Contrario a lo que muchas pruebas de drogas prometen, no todas las sustancias dejan una marca química distintiva en el cuerpo por la misma cantidad de tiempo. En el momento que consumimos una droga, nuestros cuerpos comienzan a descomponerla.

En el proceso, se producen metabolitos (o subproductos de la droga) que pueden permanecer en la sangre, la orina e incluso en el cabello por mucho tiempo después de que terminan los efectos iniciales del medicamento.

Las huellas de estos metabolitos son lo que buscan los analistas de drogas, ya que son una indicación clara de que alguien realmente ha usado una droga en lugar de simplemente estar en contacto accidental con ella.

Aunque las pruebas de detección de drogas basadas en el cabello son bastante precisas, las pruebas de sangre y orina son incapaces de detectar la mayoría de las drogas cuando no han sido utilizadas recientemente.

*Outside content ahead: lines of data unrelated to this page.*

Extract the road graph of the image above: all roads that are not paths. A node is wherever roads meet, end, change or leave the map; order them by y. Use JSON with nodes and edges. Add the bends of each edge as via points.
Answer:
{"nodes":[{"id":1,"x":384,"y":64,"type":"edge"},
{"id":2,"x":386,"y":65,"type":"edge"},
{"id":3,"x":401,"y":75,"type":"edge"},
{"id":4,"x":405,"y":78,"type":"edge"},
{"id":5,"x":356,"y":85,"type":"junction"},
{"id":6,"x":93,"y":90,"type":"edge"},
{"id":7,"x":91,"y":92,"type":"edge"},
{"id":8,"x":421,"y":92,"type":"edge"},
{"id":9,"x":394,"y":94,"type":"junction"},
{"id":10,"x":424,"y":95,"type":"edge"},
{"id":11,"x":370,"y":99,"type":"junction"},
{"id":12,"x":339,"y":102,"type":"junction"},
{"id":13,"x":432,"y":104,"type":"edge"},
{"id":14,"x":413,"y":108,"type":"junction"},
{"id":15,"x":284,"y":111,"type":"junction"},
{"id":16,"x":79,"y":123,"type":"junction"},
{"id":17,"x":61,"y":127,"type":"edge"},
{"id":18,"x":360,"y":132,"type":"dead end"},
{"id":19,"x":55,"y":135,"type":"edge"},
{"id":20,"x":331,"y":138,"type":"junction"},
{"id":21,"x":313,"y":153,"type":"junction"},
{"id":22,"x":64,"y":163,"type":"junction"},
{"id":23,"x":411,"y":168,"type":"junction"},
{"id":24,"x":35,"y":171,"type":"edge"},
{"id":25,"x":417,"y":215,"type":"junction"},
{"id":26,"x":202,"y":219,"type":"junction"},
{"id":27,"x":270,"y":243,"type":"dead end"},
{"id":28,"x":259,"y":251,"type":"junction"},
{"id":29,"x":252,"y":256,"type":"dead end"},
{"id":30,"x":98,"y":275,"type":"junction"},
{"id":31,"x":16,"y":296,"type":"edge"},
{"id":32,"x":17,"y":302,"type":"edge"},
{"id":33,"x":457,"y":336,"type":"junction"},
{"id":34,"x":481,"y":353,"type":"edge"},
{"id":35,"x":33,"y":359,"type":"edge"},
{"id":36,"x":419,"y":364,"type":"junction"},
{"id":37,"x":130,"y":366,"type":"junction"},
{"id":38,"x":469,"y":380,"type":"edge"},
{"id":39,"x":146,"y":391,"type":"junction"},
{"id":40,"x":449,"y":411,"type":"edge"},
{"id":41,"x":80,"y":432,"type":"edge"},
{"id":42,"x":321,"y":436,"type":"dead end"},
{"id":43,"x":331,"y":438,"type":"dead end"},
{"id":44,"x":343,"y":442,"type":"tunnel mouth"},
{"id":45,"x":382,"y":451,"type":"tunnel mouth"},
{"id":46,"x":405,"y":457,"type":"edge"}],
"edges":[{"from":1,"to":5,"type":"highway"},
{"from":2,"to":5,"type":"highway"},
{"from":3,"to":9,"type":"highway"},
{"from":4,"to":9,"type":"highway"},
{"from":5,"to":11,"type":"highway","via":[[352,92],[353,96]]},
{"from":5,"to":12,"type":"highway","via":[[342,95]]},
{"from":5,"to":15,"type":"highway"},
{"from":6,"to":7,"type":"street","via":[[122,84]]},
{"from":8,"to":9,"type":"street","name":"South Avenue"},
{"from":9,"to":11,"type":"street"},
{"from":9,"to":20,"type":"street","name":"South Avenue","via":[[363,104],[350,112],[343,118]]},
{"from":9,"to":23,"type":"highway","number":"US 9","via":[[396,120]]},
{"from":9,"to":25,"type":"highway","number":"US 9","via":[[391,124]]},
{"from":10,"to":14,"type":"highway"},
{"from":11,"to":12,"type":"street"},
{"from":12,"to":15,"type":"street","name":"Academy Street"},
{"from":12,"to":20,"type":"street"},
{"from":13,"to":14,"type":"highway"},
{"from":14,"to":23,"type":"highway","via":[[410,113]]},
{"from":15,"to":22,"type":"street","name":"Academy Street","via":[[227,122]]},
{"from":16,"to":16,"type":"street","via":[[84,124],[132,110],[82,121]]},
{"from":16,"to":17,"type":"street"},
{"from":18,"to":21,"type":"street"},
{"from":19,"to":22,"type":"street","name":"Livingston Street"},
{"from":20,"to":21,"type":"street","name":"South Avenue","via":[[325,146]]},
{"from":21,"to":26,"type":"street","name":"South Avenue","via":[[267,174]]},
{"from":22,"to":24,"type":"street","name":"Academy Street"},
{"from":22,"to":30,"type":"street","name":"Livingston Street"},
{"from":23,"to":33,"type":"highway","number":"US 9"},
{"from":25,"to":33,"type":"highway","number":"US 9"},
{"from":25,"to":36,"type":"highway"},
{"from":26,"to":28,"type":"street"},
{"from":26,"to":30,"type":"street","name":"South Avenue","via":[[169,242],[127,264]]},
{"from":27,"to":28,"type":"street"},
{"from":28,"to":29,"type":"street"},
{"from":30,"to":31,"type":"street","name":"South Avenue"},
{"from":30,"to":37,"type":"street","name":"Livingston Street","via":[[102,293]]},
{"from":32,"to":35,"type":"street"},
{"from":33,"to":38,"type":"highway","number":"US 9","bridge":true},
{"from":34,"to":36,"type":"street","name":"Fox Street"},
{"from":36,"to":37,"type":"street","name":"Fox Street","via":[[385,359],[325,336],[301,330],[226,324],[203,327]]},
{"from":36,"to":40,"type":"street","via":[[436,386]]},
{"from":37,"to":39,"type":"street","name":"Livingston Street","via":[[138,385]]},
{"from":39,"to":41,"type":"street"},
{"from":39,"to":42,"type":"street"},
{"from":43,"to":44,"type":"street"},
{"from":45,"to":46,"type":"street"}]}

Por ejemplo, la heroína, generalmente no se detecta en orina después de tres a cinco días. Los rastros de drogas como LSD, morfina, heroína, anfetaminas y alcohol permanecen en la sangre por solo 12 horas o menos.

La orina tiene una ventana de detección un poco más amplia. Por ejemplo, puede detectar hasta 30 días después el consumo de marihuana.

Las pruebas de detección de drogas basadas en el cabello con las más precisas. Desde el alcohol hasta la morfina, pueden permanecer en el folículo durante 90 días.